GST/HST Audit and Examination

Compliance Programs Branch
GST/HST Directorate

On this page

Overview & Privacy Impact Assessment (PIA) Initiation 

Government institution

Canada Revenue Agency

Government official responsible for the PIA

Sahil Behal, A/Director General
GST/HST Directorate
Compliance Programs Branch

Head of the government institution or Delegate for section 10 of the Privacy Act

Lia Jackson
Director
Access to Information and Privacy Directorate

Name of program or activity of the government institution

Reporting Compliance

Standard or institution specific class of record:

Goods and Services Tax/ Harmonized Sales Tax (GST/HST) Audit
Record Number: CRA CPB 476

Standard or institution specific personal information bank:

GST/HST Audit and Examination
Bank Number: CRA PPU 430
TBS Registration Number: 20160020

Legal authority for program or activity

The Minister of National Revenue is responsible for administering and enforcing the Excise Tax Act. Part IX of the Excise Tax Act provides the legislative authorities under which the GST/HST Audit and Examination Program operates and outlines the circumstances and means by which individuals and businesses must calculate, collect, remit and report on the GST/HST. It also outlines the circumstances in which an individual or business may be eligible to claim a rebate of the GST/HST.
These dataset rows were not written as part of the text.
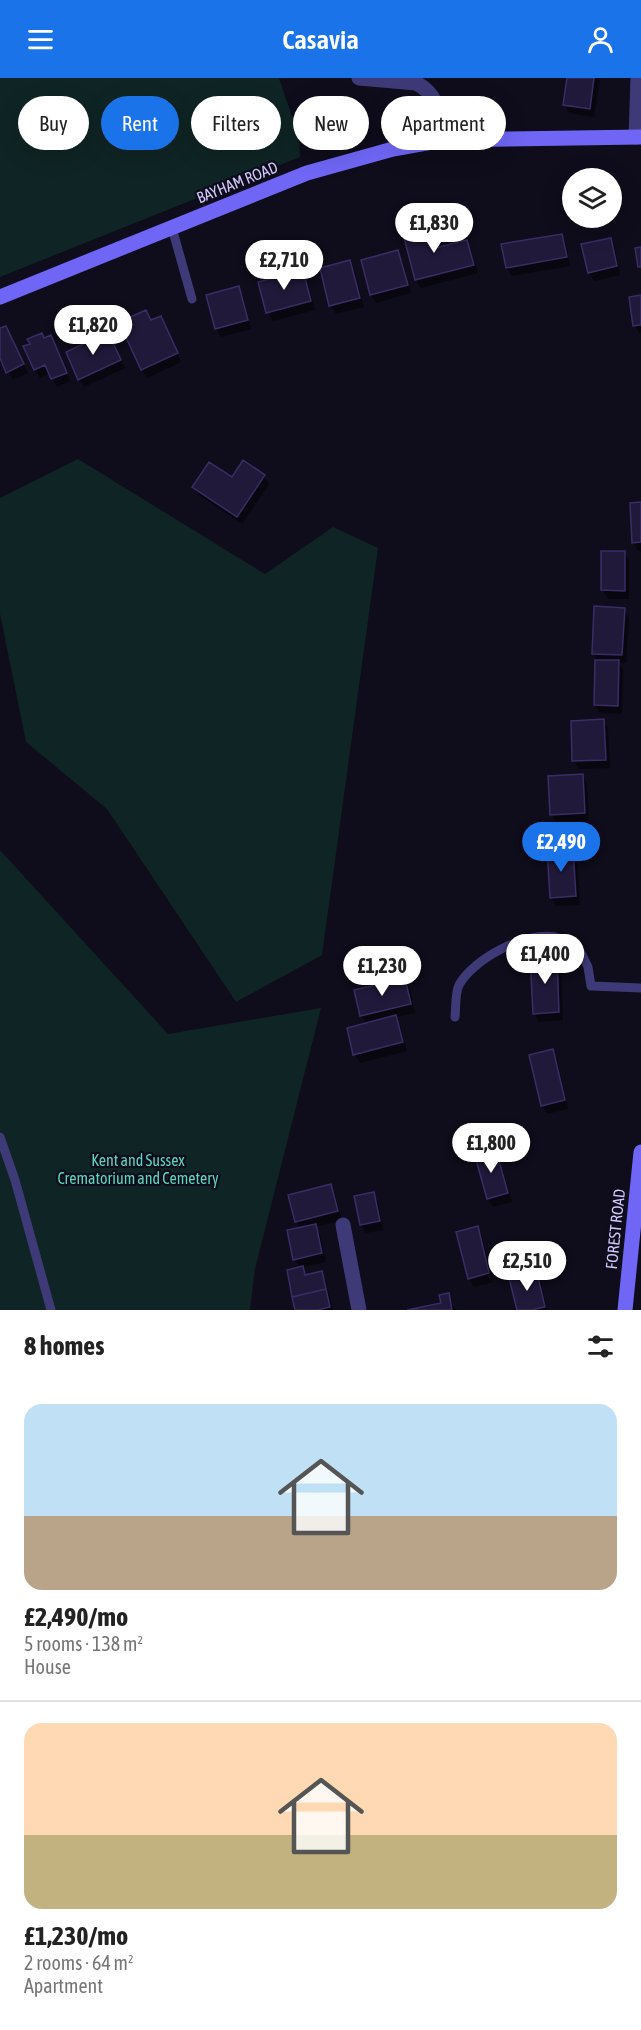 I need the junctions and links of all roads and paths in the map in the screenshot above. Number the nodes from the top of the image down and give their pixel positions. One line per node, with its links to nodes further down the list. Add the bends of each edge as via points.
1 (359, 78): 3 (street, via 416,83)
2 (638, 78): 4 (street)
3 (433, 96)
4 (639, 137): 5 (main road, BAYHAM ROAD)
5 (506, 139)
6 (389, 150): 7 (main road, BAYHAM ROAD, via 307,172)
7 (172, 228): 8 (main road, BAYHAM ROAD); 9 (lane)
8 (0, 297)
9 (192, 299)
10 (641, 988): 11 (lane, via 591,986 588,967 577,945 553,936 527,938 495,951 470,971 458,986)
11 (455, 1017)
12 (0, 1137): 15 (lane)
13 (641, 1152): 17 (main road, FOREST ROAD)
14 (343, 1225): 16 (street)
15 (51, 1310)
16 (359, 1310)
17 (625, 1310) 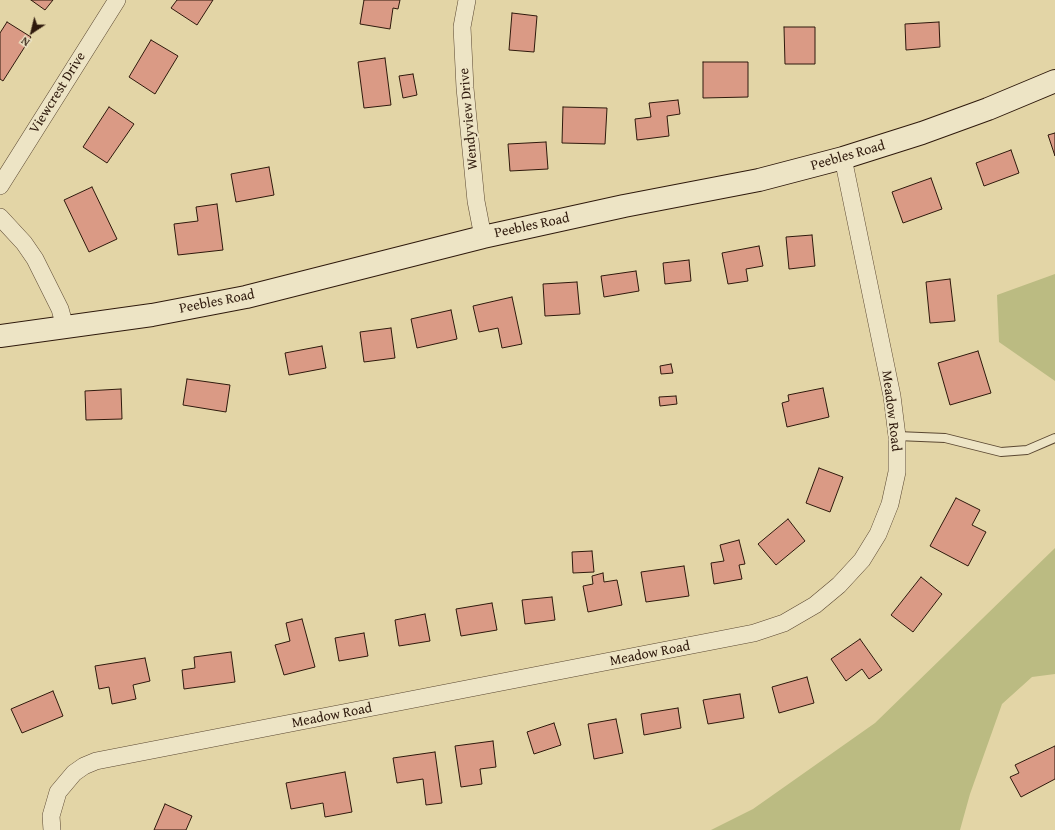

The authority to collect personal information is implicitly authorized under subsection 275(1) of the Excise Tax Act as the Minister of National Revenue must collect information to carry out the mandate of administering the GST/HST. There are specific reporting obligations for registrants, as well as specific audit and inspection powers in the Excise Tax Act.

Part III.I of the Federal-Provincial Fiscal Arrangements Act provides the authority for federal-provincial agreements respecting the harmonization of sales tax systems including the accounting for, collection, administration and enforcement of the harmonized taxes. 

Authority to inspect, audit and examine

Subsection 288 of the Excise Tax Act authorizes the inspection, audit and examination of documents, property, and processes of a person to validate the correct amount of GST/HST owing on the account and to prevent the issuance of unwarranted refunds and rebates. This includes information already in CRA systems originally collected under Part IX of the Excise Tax Act.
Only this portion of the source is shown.